Scan the lines below for the word "numbered". Copy each line you find it in.

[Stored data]
------------------------
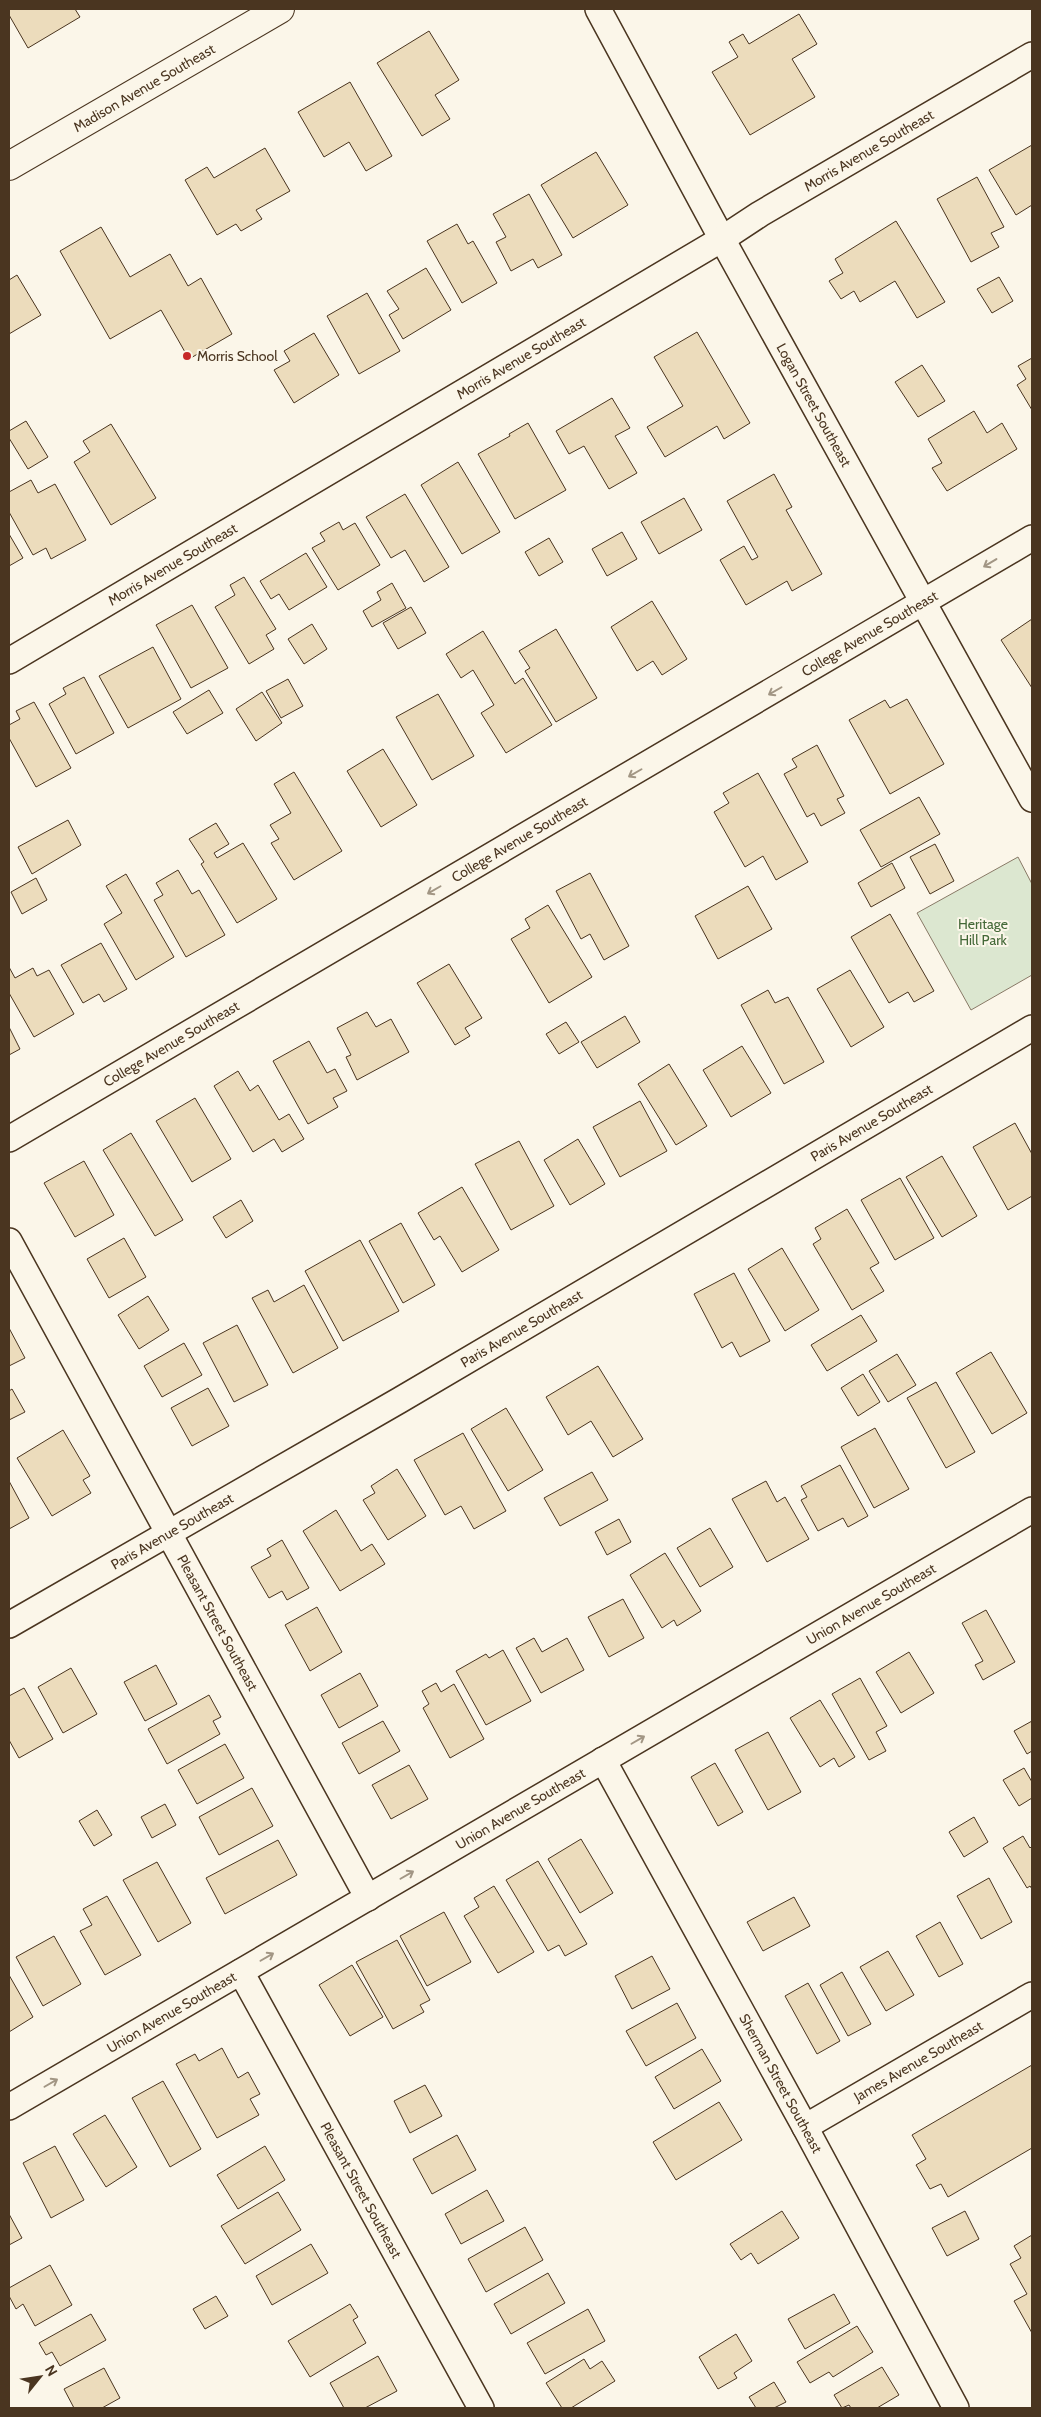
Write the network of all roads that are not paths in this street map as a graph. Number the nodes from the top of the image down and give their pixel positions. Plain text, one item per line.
1 (280, 9) edge
2 (598, 9) edge
3 (1032, 55) edge
4 (9, 166) edge
5 (722, 239) junction
6 (1032, 538) edge
7 (924, 604) junction
8 (9, 661) edge
9 (1032, 799) edge
10 (1032, 1028) edge
11 (9, 1139) edge
12 (9, 1242) edge
13 (1032, 1510) edge
14 (169, 1533) junction
15 (9, 1625) edge
16 (603, 1760) junction
17 (368, 1898) junction
18 (241, 1972) junction
19 (1032, 1996) edge
20 (9, 2108) edge
21 (805, 2127) junction
22 (481, 2408) edge
23 (956, 2408) edge

1 - 4 street, Madison Avenue Southeast
2 - 5 street, Logan Street Southeast
3 - 5 street, Morris Avenue Southeast
5 - 7 street, Logan Street Southeast
5 - 8 street, Morris Avenue Southeast
6 -> 7 street, College Avenue Southeast
7 - 9 street, Logan Street Southeast
7 -> 11 street, College Avenue Southeast
10 - 14 street, Paris Avenue Southeast
12 - 14 street, Pleasant Street Southeast
16 -> 13 street, Union Avenue Southeast
14 - 15 street, Paris Avenue Southeast
14 - 17 street, Pleasant Street Southeast
17 -> 16 street, Union Avenue Southeast
16 - 21 street, Sherman Street Southeast
18 -> 17 street, Union Avenue Southeast
20 -> 18 street, Union Avenue Southeast
18 - 22 street, Pleasant Street Southeast
19 - 21 street, James Avenue Southeast
21 - 23 street, Sherman Street Southeast

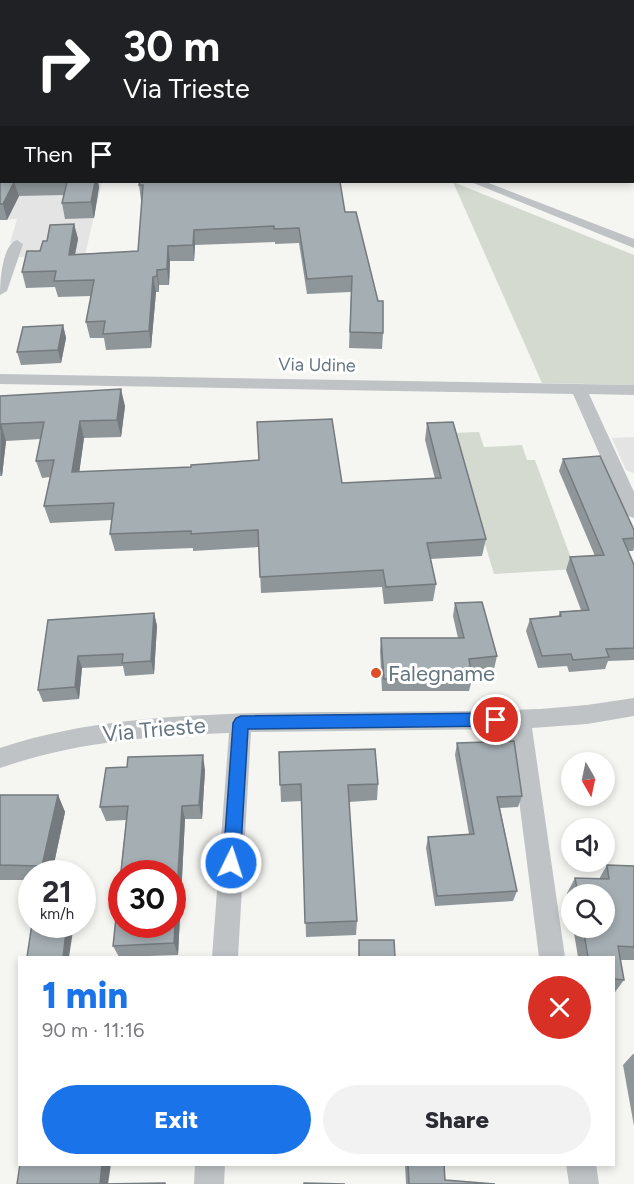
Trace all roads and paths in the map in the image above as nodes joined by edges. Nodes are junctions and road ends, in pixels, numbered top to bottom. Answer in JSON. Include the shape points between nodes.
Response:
{"nodes":[{"id":1,"x":480,"y":183,"type":"edge"},
{"id":2,"x":17,"y":244,"type":"dead end"},
{"id":3,"x":634,"y":244,"type":"edge"},
{"id":4,"x":0,"y":291,"type":"edge"},
{"id":5,"x":0,"y":379,"type":"edge"},
{"id":6,"x":579,"y":389,"type":"junction"},
{"id":7,"x":634,"y":390,"type":"edge"},
{"id":8,"x":634,"y":512,"type":"edge"},
{"id":9,"x":634,"y":707,"type":"edge"},
{"id":10,"x":520,"y":719,"type":"junction"},
{"id":11,"x":241,"y":723,"type":"junction"},
{"id":12,"x":0,"y":758,"type":"edge"},
{"id":13,"x":225,"y":956,"type":"edge"},
{"id":14,"x":552,"y":956,"type":"edge"},
{"id":15,"x":210,"y":1166,"type":"edge"},
{"id":16,"x":581,"y":1166,"type":"edge"},
{"id":17,"x":209,"y":1184,"type":"edge"},
{"id":18,"x":584,"y":1184,"type":"edge"}],
"edges":[{"from":1,"to":3,"type":"street"},
{"from":2,"to":4,"type":"street"},
{"from":5,"to":6,"type":"street","name":"Via Udine"},
{"from":6,"to":7,"type":"street","name":"Via Udine"},
{"from":6,"to":8,"type":"street"},
{"from":9,"to":10,"type":"street","name":"Via Trieste","via":[[598,714]]},
{"from":10,"to":11,"type":"street","name":"Via Trieste"},
{"from":10,"to":14,"type":"street"},
{"from":11,"to":12,"type":"street","name":"Via Trieste","via":[[114,730],[24,749]]},
{"from":11,"to":13,"type":"street"},
{"from":15,"to":17,"type":"street"},
{"from":16,"to":18,"type":"street"}]}
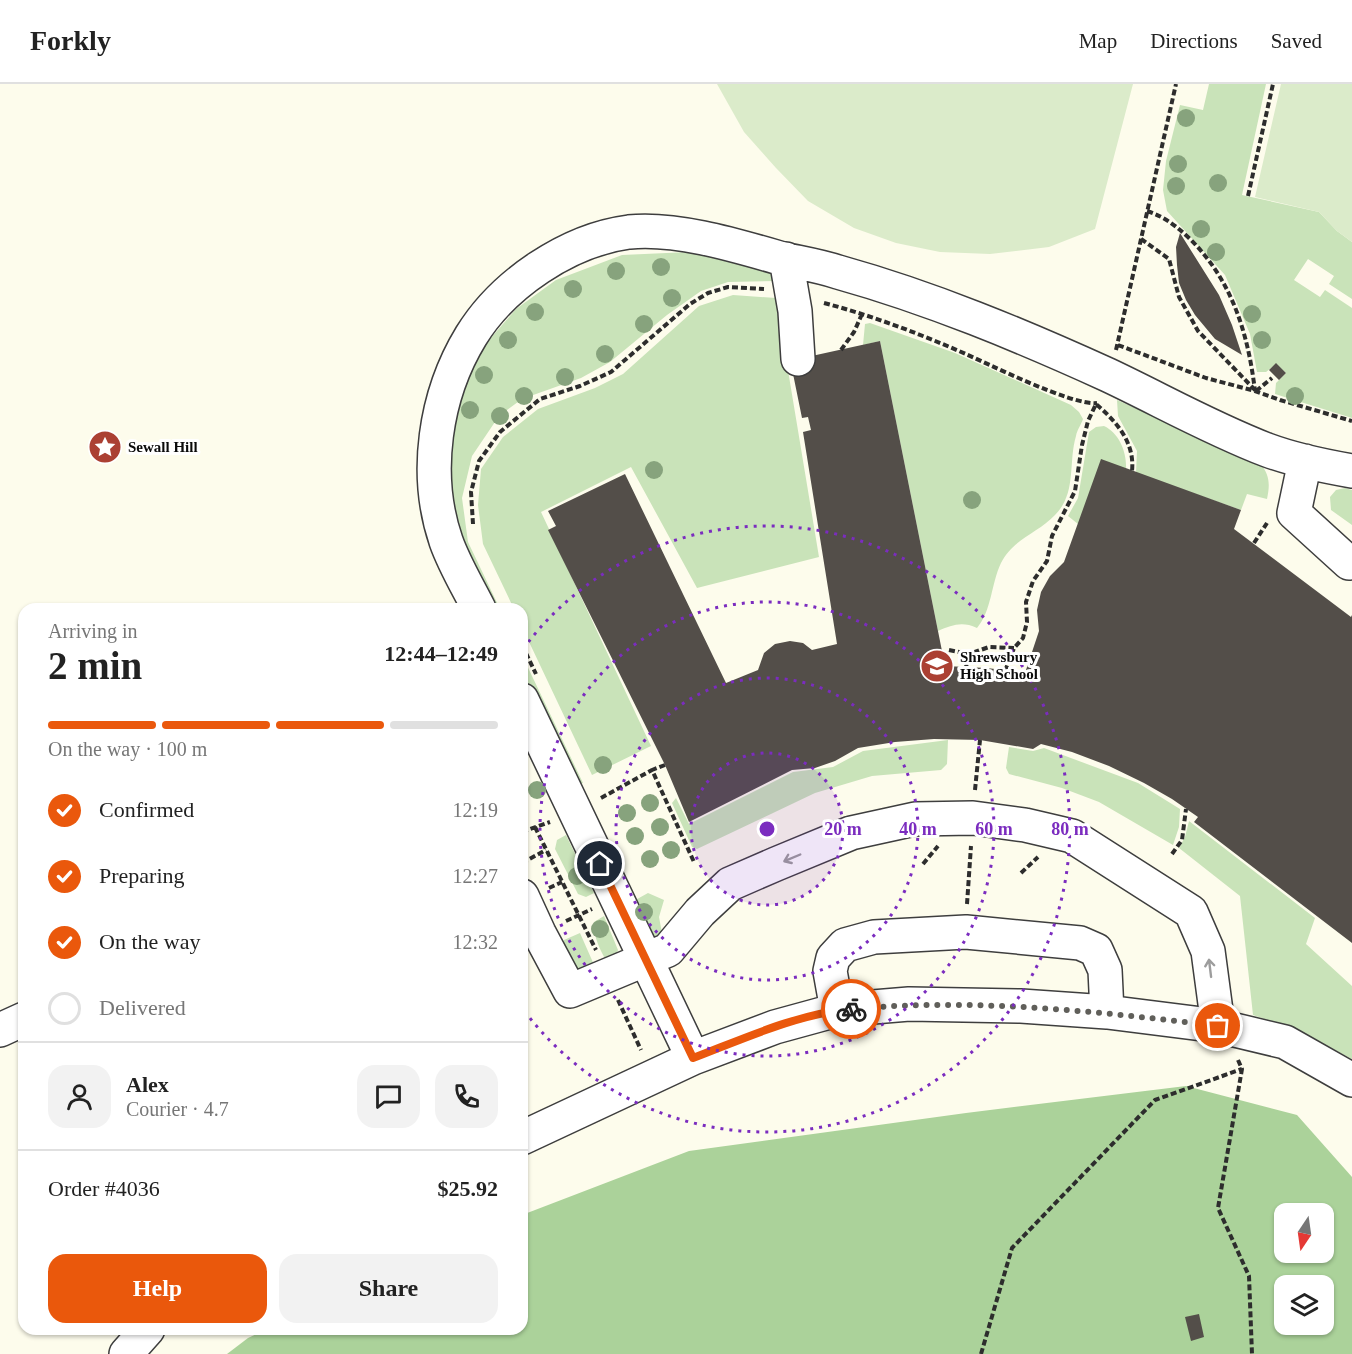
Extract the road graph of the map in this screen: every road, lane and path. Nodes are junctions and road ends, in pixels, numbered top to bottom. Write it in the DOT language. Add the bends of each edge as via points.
graph roads {
  1 [pos="1176,84"];
  2 [pos="1273,84"];
  3 [pos="1248,196"];
  4 [pos="1147,211"];
  5 [pos="1141,239"];
  6 [pos="786,259"];
  7 [pos="870,281"];
  8 [pos="766,289"];
  9 [pos="816,302"];
  10 [pos="862,314"];
  11 [pos="1118,345"];
  12 [pos="841,350"];
  13 [pos="1115,356"];
  14 [pos="798,359"];
  15 [pos="1272,378"];
  16 [pos="1255,391"];
  17 [pos="1102,394"];
  18 [pos="1096,404"];
  19 [pos="1352,421"];
  20 [pos="1305,461"];
  21 [pos="1132,471"];
  22 [pos="1352,471"];
  23 [pos="473,525"];
  24 [pos="1349,563"];
  25 [pos="476,603"];
  26 [pos="1014,648"];
  27 [pos="949,650"];
  28 [pos="969,654"];
  29 [pos="966,667"];
  30 [pos="1005,671"];
  31 [pos="528,713"];
  32 [pos="664,765"];
  33 [pos="652,770"];
  34 [pos="597,800"];
  35 [pos="1186,809"];
  36 [pos="559,818"];
  37 [pos="535,827"];
  38 [pos="528,830"];
  39 [pos="942,842"];
  40 [pos="546,850"];
  41 [pos="1172,854"];
  42 [pos="1038,857"];
  43 [pos="528,860"];
  44 [pos="694,862"];
  45 [pos="923,864"];
  46 [pos="1021,873"];
  47 [pos="528,909"];
  48 [pos="597,953"];
  49 [pos="646,960"];
  50 [pos="615,994"];
  51 [pos="837,1010"];
  52 [pos="1107,1012"];
  53 [pos="18,1022"];
  54 [pos="1218,1026"];
  55 [pos="0,1030"];
  56 [pos="693,1058"];
  57 [pos="1238,1058"];
  58 [pos="1242,1069"];
  59 [pos="653,1076"];
  60 [pos="1352,1080"];
  61 [pos="528,1135"];
  62 [pos="143,1335"];
  63 [pos="126,1354"];
  64 [pos="981,1354"];
  65 [pos="1252,1354"];
  1 -- 4 [label="path"];
  2 -- 3 [label="path"];
  4 -- 5 [label="path"];
  4 -- 16 [label="path" via="1176,226 1218,273 1239,314 1251,356"];
  5 -- 11 [label="path"];
  5 -- 16 [label="path" via="1169,259 1179,297 1198,331"];
  6 -- 7 [label="street"];
  6 -- 14 [label="street"];
  6 -- 25 [label="street" via="672,233 630,232 591,242 548,261 503,295 459,355 446,388 433,467 446,542"];
  7 -- 10 [label="path"];
  7 -- 20 [label="street" via="962,312 1267,450"];
  8 -- 23 [label="path" via="728,287 708,293 611,372 540,399 500,432 479,461 471,492"];
  9 -- 10 [label="path"];
  10 -- 12 [label="path"];
  10 -- 18 [label="path" via="1060,395"];
  11 -- 13 [label="path"];
  11 -- 16 [label="path" via="1206,378"];
  15 -- 16 [label="path"];
  16 -- 19 [label="path"];
  17 -- 18 [label="path"];
  18 -- 21 [label="path" via="1126,438 1133,459"];
  18 -- 26 [label="path" via="1082,445 1075,491 1052,536 1047,561 1034,580 1026,602 1023,638"];
  20 -- 22 [label="street"];
  20 -- 24 [label="street" via="1294,513"];
  26 -- 28 [label="path" via="989,647"];
  26 -- 30 [label="path"];
  27 -- 28 [label="path"];
  28 -- 29 [label="path"];
  31 -- 49 [label="street"];
  32 -- 33 [label="path"];
  33 -- 34 [label="path"];
  33 -- 44 [label="path"];
  35 -- 41 [label="path" via="1182,840"];
  36 -- 37 [label="path"];
  37 -- 38 [label="path"];
  37 -- 40 [label="path"];
  39 -- 45 [label="path"];
  40 -- 43 [label="path"];
  40 -- 48 [label="path"];
  42 -- 46 [label="path"];
  47 -- 49 [label="street" via="570,991"];
  54 -- 49 [label="street, one-way" via="1208,951 1191,912 1072,836 974,818 915,819 851,833 776,864 730,884 668,950"];
  49 -- 56 [label="street"];
  50 -- 59 [label="path"];
  51 -- 52 [label="street" via="959,1004"];
  51 -- 52 [label="street" via="830,971 833,958 845,945 874,937 966,932 1080,943 1095,950 1105,970"];
  51 -- 56 [label="street" via="775,1027"];
  52 -- 54 [label="street"];
  53 -- 55 [label="street"];
  54 -- 60 [label="street" via="1285,1042"];
  56 -- 59 [label="street"];
  57 -- 58 [label="path"];
  58 -- 64 [label="path" via="1155,1100 1012,1248"];
  58 -- 65 [label="path" via="1218,1208 1249,1276"];
  59 -- 61 [label="street"];
  62 -- 63 [label="street"];
}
------------------------
▸ **Reply**:
Trace all roads and paths in the map in the image above as nodes joined by edges. Nodes are junctions and road ends, in pixels, numbered top to bottom. Answer in JSON. Include the shape points between nodes.
Extract the road graph of the map in this screen: every road, lane and path. Nodes are junctions and road ends, in pixels, numbered top to bottom. Write it in the DOT language. Add the bends of each edge as via points.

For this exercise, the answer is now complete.